Some of these are the hardest possible puzzles, with a solution, for the size.

------
bluetwo
Funny, I taught my AI engine to solve easy, medium, and hard NYT sudoku last
week.

It needed only 150 tries to solve the hard puzzle.

------
faragon
I would like to know if can be proven that NN for problems involving
permutations can be as efficient as a SAT solver, less, or more efficient
(e.g. if using the training just as a acceleration avoid learning futile
permutations works for saving training time, or if it is not noticeable)

------
dkarapetyan
This is interesting. My intuition says NNs will be terrible at combinatorial
optimization types of problems. Then again Go is a combinatorial type of game
and AlphaGo beat everyone.

Maybe an NN for Sudoku should use AlphaGo type of architecture.

------
shriphani
Indeed.
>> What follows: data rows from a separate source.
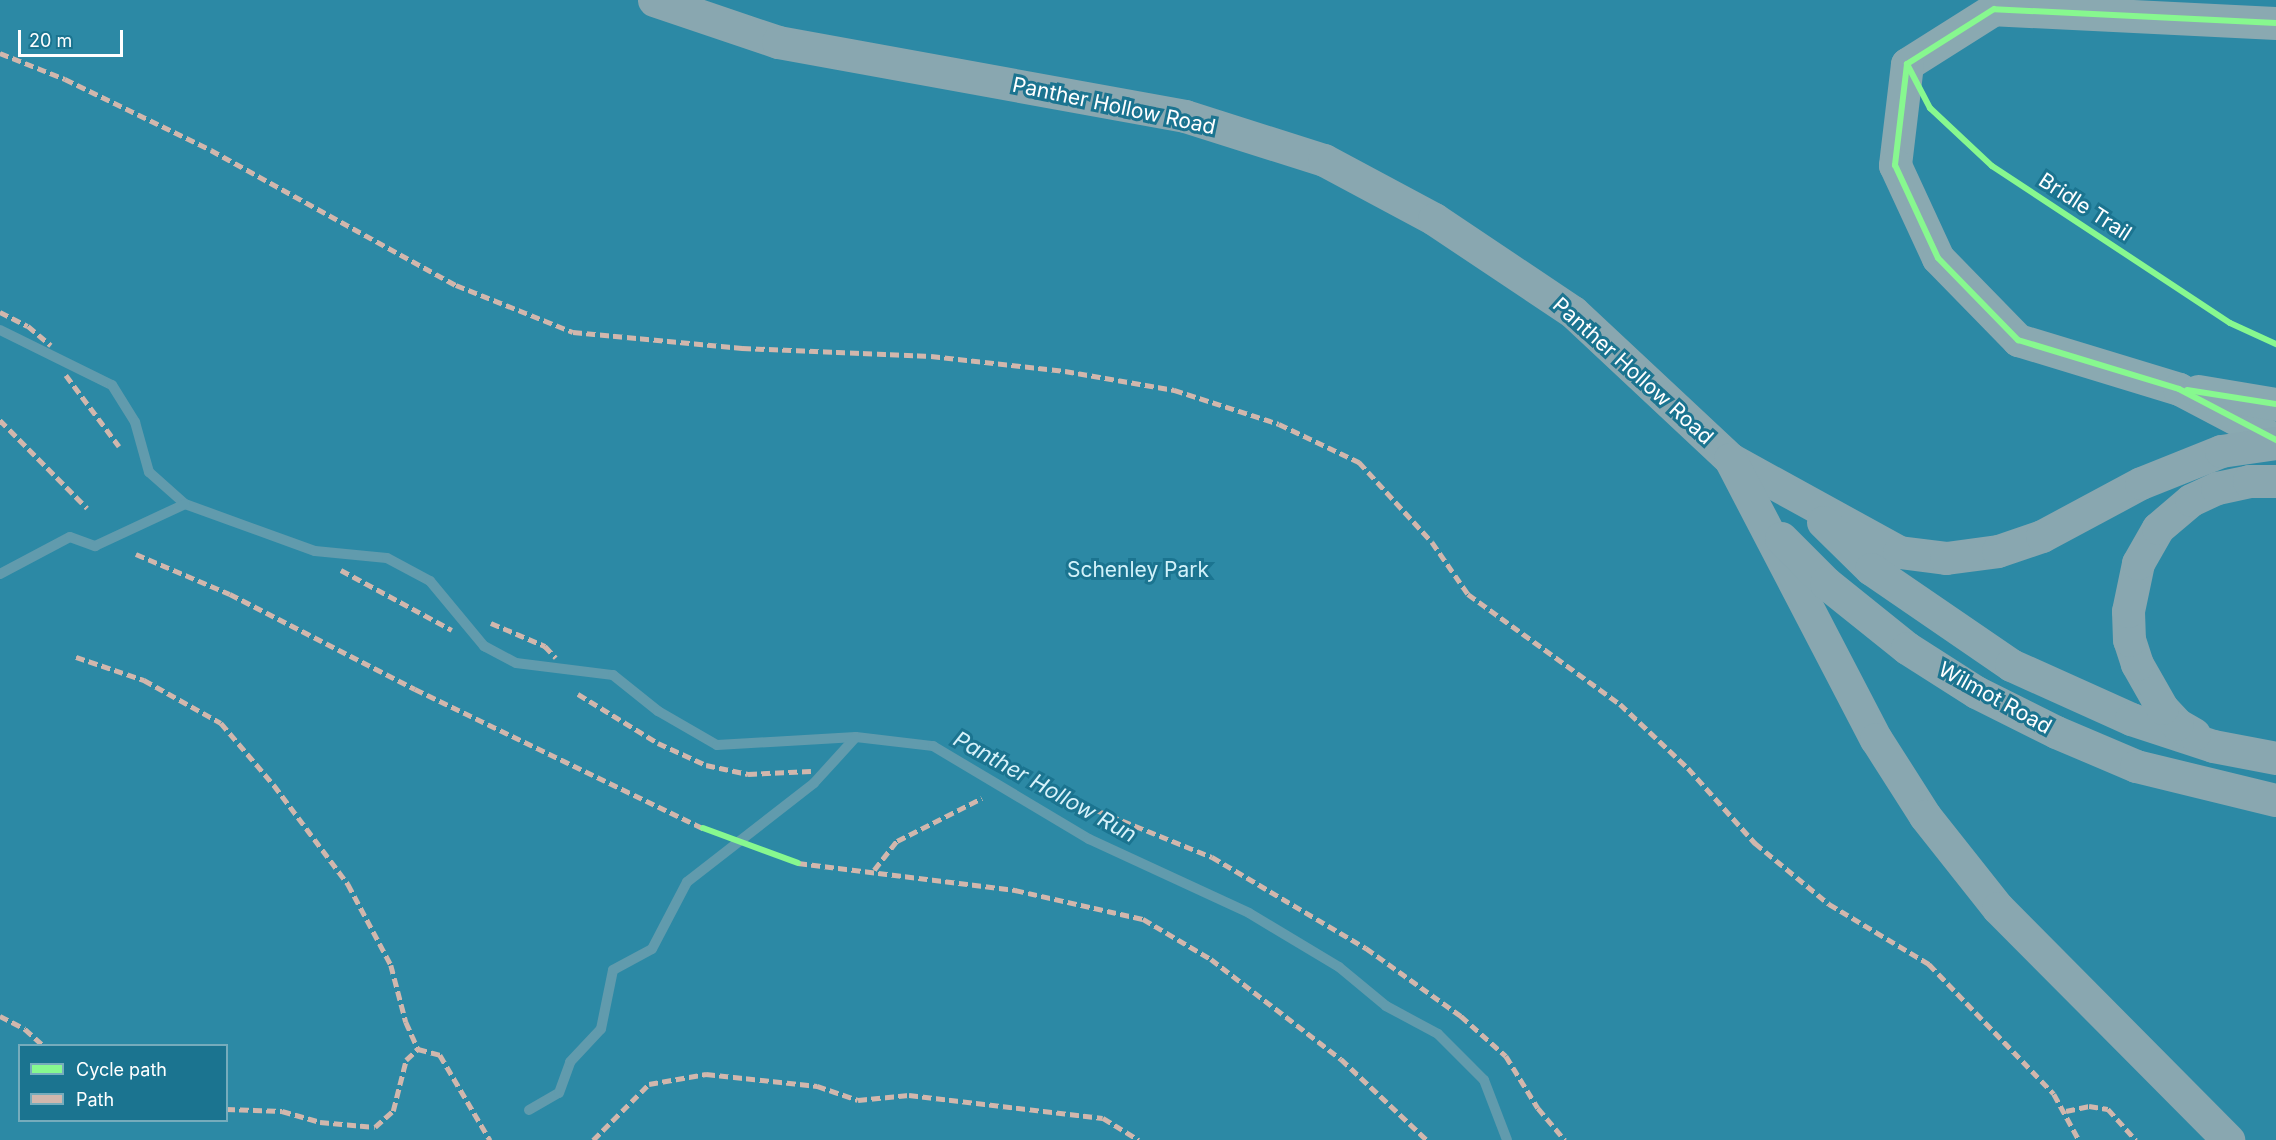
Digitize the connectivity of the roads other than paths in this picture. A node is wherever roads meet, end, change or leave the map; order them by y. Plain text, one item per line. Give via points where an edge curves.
1 (654, 0) edge
2 (2276, 23) edge
3 (2179, 389) junction
4 (2276, 404) edge
5 (2276, 442) edge
6 (1730, 459) junction
7 (2276, 481) edge
8 (1798, 497) junction
9 (1758, 516) junction
10 (2213, 746) junction
11 (2276, 758) edge
12 (2276, 800) edge
13 (2228, 1140) edge

1 - 6 main road, Panther Hollow Road via 778,42 1185,116 1324,160 1434,219 1573,312
2 - 3 street via 1994,9 1907,64 1895,165 1938,258 2018,340
3 - 4 street
3 - 5 street
5 - 8 main road via 2221,451 2141,483 2042,536 1998,551 1946,558 1899,552
6 - 8 main road, Panther Hollow Road
6 - 9 main road, Panther Hollow Road
7 - 10 main road via 2249,481 2217,488 2191,500 2158,528 2131,583 2129,640 2147,685 2177,724
8 - 10 main road, Wilmot Road via 1871,569 2011,664 2131,719
9 - 12 main road, Wilmot Road via 1826,584 1907,648 1976,692 2136,766
9 - 13 main road, Panther Hollow Road via 1876,739 1924,816 1998,908 2078,993
10 - 11 main road, Wilmot Road

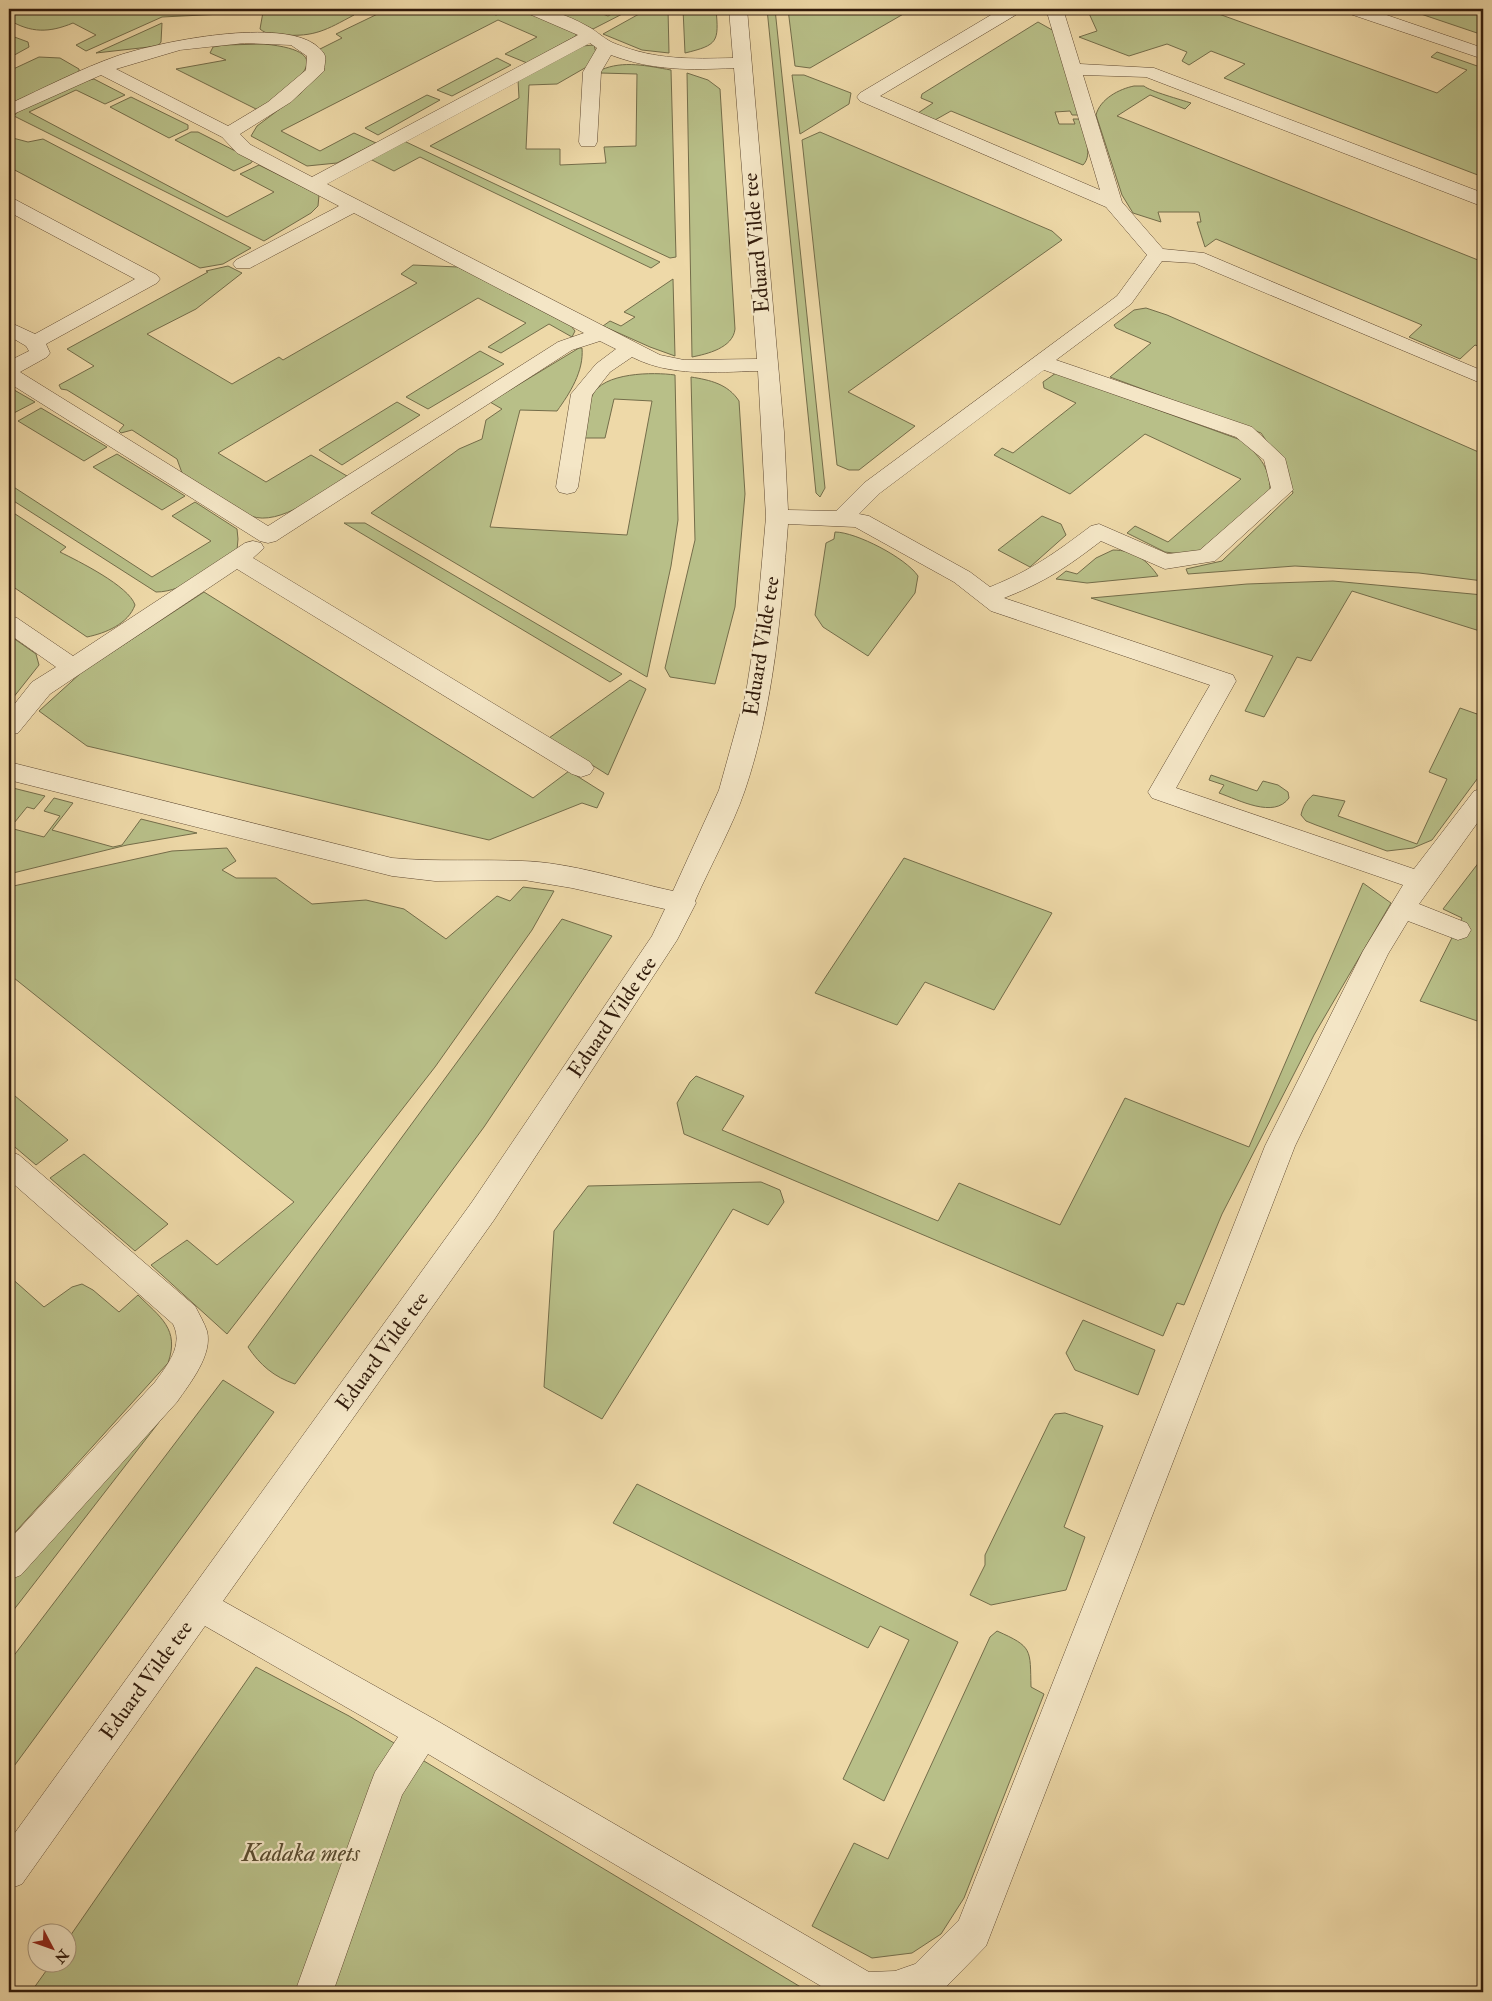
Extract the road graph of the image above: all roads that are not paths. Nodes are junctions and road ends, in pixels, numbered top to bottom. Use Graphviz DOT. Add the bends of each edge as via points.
graph roads {
  1 [pos="533,9"];
  2 [pos="738,9"];
  3 [pos="1013,9"];
  4 [pos="1055,9"];
  5 [pos="1353,9"];
  6 [pos="590,36"];
  7 [pos="607,47"];
  8 [pos="1483,54"];
  9 [pos="741,63"];
  10 [pos="101,68"];
  11 [pos="1073,69"];
  12 [pos="9,111"];
  13 [pos="228,133"];
  14 [pos="588,142"];
  15 [pos="313,184"];
  16 [pos="1483,200"];
  17 [pos="1113,203"];
  18 [pos="9,204"];
  19 [pos="353,206"];
  20 [pos="1157,255"];
  21 [pos="243,264"];
  22 [pos="9,328"];
  23 [pos="602,334"];
  24 [pos="35,342"];
  25 [pos="631,348"];
  26 [pos="1041,362"];
  27 [pos="767,365"];
  28 [pos="9,368"];
  29 [pos="9,374"];
  30 [pos="1483,378"];
  31 [pos="567,487"];
  32 [pos="777,517"];
  33 [pos="842,518"];
  34 [pos="268,536"];
  35 [pos="238,559"];
  36 [pos="987,597"];
  37 [pos="9,623"];
  38 [pos="71,666"];
  39 [pos="9,727"];
  40 [pos="581,768"];
  41 [pos="9,771"];
  42 [pos="1483,797"];
  43 [pos="1419,881"];
  44 [pos="683,903"];
  45 [pos="1402,908"];
  46 [pos="1458,930"];
  47 [pos="9,1162"];
  48 [pos="9,1564"];
  49 [pos="199,1605"];
  50 [pos="422,1731"];
  51 [pos="9,1871"];
  52 [pos="314,1992"];
  1 -- 6 [label="street"];
  2 -- 9 [label="street, Eduard Vilde tee"];
  3 -- 17 [label="street" via="866,97"];
  4 -- 11 [label="street"];
  5 -- 8 [label="street"];
  6 -- 7 [label="street"];
  6 -- 15 [label="street"];
  7 -- 9 [label="street" via="631,56 677,65"];
  7 -- 14 [label="street" via="592,72"];
  9 -- 27 [label="street, Eduard Vilde tee"];
  10 -- 12 [label="street"];
  10 -- 13 [label="street"];
  10 -- 13 [label="street" via="198,43 245,38 294,40 316,55 315,71 298,89 261,116"];
  11 -- 16 [label="street" via="1148,72"];
  11 -- 17 [label="street"];
  13 -- 15 [label="street" via="244,149"];
  15 -- 19 [label="street"];
  17 -- 20 [label="street"];
  18 -- 24 [label="street" via="150,279"];
  19 -- 21 [label="street"];
  19 -- 23 [label="street"];
  20 -- 26 [label="street" via="1124,300"];
  20 -- 30 [label="street" via="1197,257"];
  22 -- 24 [label="street"];
  23 -- 25 [label="street"];
  23 -- 34 [label="street" via="565,346"];
  24 -- 28 [label="street" via="40,353"];
  25 -- 27 [label="street" via="654,360 684,366"];
  25 -- 31 [label="street" via="603,368 582,394"];
  26 -- 33 [label="street" via="872,488"];
  26 -- 36 [label="street" via="1244,432 1274,458 1282,490 1207,556 1165,562 1099,531 1033,578"];
  27 -- 32 [label="street, Eduard Vilde tee"];
  29 -- 34 [label="street"];
  32 -- 33 [label="street"];
  32 -- 44 [label="street, Eduard Vilde tee" via="768,629 758,693 732,790"];
  33 -- 36 [label="street" via="861,521 962,577"];
  34 -- 35 [label="street"];
  35 -- 38 [label="street"];
  35 -- 40 [label="street"];
  36 -- 43 [label="street" via="999,606 1032,618 1224,681 1161,792"];
  37 -- 38 [label="street"];
  38 -- 39 [label="street" via="41,688"];
  41 -- 44 [label="street" via="392,866 435,872 524,870"];
  42 -- 43 [label="street"];
  43 -- 45 [label="street"];
  44 -- 49 [label="street, Eduard Vilde tee" via="664,940 483,1211"];
  45 -- 46 [label="street"];
  45 -- 50 [label="street" via="1376,951 1280,1146 1166,1431 973,1933 927,1979 896,1990 865,1991"];
  47 -- 48 [label="street" via="184,1315 192,1331 191,1349 166,1392"];
  49 -- 50 [label="street"];
  49 -- 51 [label="street, Eduard Vilde tee"];
  50 -- 52 [label="street" via="388,1784"];
}
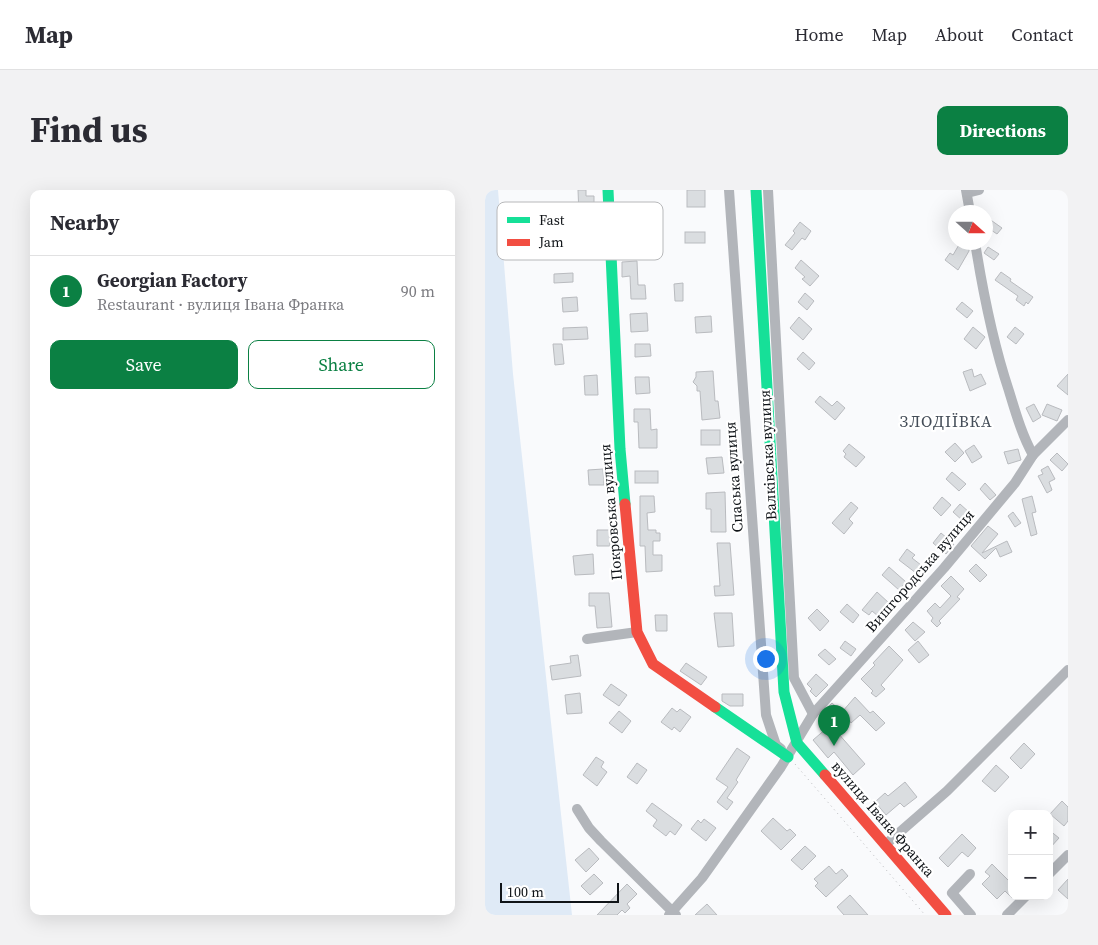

A simple solution is to add a differential optimization layer (see
Amos et al):
[https://arxiv.org/abs/1703.00443](https://arxiv.org/abs/1703.00443)

------
DrNuke
One underlying question is who pays for diffuse crowdsourcing in 2017? I have
indirect notice of at least a dozen small enterprises suspected of raiding
githubs daily and refactorizing for commercial purposes.

------
picrin
I'd say that using neural networks to solve sudoku-like puzzles is a bad idea
-- a SAT solver, constraints program or integer program would be all quicker
to run and quicker to implement.

------
cabalamat
I can't help thinking that a gofai approach would be a better way to solve
sudoku than an NN.

------
santaclaus
Interesting -- there must be a large literature on neural nets and NP-
completeness, no?

------
1001101
If the wet ones can, I don't see why the ones of an arbitrary size made out of
bits can't. Not a very good argument, but there's this: recurrent neural
networks are Turing complete.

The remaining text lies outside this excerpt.